Assignment:
From the entries underneath, give the number of lines holding the word "Puhangu", without any other words.

Task material:

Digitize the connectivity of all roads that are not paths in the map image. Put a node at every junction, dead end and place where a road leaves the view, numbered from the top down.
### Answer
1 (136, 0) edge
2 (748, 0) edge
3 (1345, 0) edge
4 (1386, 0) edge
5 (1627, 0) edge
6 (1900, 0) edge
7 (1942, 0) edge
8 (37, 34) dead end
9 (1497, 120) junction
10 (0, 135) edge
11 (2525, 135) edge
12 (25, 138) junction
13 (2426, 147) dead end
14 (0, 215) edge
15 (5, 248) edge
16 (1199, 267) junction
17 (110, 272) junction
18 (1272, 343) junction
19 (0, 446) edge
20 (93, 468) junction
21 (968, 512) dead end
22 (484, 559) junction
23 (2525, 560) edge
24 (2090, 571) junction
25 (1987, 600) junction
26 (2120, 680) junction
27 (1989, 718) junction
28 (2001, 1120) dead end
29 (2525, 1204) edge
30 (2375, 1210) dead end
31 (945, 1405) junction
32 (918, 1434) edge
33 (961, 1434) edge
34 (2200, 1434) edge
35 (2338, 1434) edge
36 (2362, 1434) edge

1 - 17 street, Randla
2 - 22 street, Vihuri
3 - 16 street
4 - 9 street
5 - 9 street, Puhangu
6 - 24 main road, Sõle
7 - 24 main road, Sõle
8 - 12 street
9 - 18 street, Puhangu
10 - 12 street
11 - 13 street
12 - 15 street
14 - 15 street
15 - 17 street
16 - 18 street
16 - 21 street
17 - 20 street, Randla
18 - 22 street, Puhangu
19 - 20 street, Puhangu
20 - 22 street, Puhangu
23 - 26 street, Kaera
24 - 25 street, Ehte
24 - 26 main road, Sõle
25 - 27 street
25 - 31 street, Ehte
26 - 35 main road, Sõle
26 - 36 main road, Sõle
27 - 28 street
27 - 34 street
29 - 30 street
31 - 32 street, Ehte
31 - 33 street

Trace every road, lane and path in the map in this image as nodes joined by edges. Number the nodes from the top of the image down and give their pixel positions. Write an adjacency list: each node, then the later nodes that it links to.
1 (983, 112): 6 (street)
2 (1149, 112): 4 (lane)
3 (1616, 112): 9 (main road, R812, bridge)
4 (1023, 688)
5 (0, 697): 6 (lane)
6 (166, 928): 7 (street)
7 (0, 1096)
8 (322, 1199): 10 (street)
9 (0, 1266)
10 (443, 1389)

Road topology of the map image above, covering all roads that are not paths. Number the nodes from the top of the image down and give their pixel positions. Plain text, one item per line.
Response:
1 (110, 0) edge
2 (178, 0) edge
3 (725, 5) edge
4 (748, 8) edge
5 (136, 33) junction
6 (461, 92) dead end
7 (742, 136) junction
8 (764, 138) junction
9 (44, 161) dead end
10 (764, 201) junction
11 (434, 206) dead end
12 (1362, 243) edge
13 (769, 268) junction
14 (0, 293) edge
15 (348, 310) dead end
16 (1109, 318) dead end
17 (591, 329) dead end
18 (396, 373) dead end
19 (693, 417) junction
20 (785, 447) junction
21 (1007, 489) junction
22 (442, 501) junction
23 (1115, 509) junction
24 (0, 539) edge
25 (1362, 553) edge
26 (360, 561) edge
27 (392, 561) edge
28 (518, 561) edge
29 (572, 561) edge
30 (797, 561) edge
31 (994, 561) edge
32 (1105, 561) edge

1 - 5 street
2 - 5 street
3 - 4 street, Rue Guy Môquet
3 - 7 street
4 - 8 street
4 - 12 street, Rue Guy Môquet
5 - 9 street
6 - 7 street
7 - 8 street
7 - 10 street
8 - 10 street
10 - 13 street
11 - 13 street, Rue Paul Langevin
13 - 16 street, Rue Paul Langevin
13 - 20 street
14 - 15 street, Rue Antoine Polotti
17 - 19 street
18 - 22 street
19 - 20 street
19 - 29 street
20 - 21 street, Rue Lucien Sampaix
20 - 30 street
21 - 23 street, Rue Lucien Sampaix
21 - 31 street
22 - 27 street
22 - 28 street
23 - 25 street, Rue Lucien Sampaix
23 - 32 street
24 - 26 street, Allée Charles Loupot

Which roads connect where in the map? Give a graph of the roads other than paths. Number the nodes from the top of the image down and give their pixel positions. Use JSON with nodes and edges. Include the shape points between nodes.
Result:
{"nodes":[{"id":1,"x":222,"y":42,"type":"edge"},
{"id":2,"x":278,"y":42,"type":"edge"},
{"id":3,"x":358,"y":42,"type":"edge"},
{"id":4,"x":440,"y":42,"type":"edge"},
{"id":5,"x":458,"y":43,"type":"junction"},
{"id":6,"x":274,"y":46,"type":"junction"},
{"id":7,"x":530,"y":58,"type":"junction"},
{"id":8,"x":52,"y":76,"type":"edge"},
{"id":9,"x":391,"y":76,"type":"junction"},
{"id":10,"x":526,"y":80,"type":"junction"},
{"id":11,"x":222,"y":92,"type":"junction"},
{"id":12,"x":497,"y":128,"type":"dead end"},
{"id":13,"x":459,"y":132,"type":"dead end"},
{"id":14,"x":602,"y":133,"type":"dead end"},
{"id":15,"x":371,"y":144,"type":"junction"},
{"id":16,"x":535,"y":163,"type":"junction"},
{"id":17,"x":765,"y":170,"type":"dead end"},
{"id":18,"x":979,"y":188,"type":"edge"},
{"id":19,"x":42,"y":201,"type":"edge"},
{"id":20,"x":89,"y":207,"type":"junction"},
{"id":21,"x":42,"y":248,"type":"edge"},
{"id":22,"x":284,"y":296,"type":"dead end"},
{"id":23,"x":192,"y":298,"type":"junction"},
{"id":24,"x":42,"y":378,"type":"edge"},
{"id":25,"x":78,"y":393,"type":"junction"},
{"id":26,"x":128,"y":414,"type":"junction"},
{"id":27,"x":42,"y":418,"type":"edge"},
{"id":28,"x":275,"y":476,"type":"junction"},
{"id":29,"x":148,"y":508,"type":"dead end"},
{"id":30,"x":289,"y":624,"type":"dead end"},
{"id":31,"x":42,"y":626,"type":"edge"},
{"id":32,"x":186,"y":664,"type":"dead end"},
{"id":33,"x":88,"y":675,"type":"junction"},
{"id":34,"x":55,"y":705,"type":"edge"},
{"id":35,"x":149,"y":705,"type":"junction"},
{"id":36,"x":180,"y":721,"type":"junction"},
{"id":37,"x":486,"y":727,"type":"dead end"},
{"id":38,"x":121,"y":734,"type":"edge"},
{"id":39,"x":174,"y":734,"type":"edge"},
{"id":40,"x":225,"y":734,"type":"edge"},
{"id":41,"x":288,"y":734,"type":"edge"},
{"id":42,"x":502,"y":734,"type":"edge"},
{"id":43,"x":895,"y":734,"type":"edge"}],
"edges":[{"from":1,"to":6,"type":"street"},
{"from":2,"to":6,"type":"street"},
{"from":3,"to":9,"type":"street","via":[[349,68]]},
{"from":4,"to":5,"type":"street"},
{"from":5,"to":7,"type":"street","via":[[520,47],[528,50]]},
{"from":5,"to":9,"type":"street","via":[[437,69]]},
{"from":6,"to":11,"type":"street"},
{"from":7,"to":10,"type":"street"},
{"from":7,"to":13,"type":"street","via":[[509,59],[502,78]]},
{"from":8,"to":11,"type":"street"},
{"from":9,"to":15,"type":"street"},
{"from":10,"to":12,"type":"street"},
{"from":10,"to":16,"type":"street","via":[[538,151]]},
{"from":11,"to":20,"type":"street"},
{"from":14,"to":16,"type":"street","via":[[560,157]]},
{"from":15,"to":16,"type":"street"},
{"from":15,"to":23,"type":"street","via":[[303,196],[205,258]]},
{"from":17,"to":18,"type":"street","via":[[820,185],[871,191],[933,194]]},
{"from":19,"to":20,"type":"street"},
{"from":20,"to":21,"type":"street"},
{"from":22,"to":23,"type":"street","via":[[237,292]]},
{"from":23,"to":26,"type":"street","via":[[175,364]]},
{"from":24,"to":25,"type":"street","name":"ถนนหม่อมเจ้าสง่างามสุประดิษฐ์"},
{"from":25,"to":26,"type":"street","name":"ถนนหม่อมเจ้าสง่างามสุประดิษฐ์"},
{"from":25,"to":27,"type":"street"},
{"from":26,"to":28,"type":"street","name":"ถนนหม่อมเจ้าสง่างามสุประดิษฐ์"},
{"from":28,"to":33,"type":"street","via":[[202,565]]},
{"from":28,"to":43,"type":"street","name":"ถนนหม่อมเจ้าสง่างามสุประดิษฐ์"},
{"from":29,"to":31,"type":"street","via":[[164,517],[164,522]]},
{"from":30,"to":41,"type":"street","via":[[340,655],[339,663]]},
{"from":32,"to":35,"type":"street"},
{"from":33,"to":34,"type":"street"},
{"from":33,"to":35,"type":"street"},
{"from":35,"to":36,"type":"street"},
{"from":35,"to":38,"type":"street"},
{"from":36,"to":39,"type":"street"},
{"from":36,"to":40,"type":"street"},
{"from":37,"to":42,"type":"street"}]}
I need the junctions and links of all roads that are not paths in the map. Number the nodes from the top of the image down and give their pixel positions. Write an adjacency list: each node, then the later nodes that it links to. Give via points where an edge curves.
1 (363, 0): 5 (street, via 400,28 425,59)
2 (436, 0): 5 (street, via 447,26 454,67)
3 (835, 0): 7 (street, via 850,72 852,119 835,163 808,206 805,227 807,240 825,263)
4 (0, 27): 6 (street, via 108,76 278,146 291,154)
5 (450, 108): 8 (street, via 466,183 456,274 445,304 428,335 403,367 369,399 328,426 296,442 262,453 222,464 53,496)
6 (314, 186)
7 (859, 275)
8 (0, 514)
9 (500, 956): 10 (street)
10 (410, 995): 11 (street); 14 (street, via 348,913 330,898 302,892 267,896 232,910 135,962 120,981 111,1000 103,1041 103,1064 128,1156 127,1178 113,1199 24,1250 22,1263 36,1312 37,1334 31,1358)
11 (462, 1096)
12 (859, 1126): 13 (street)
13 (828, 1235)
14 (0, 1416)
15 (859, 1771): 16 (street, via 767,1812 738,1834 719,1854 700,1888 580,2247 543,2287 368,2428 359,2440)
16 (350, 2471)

Answer for the task:
5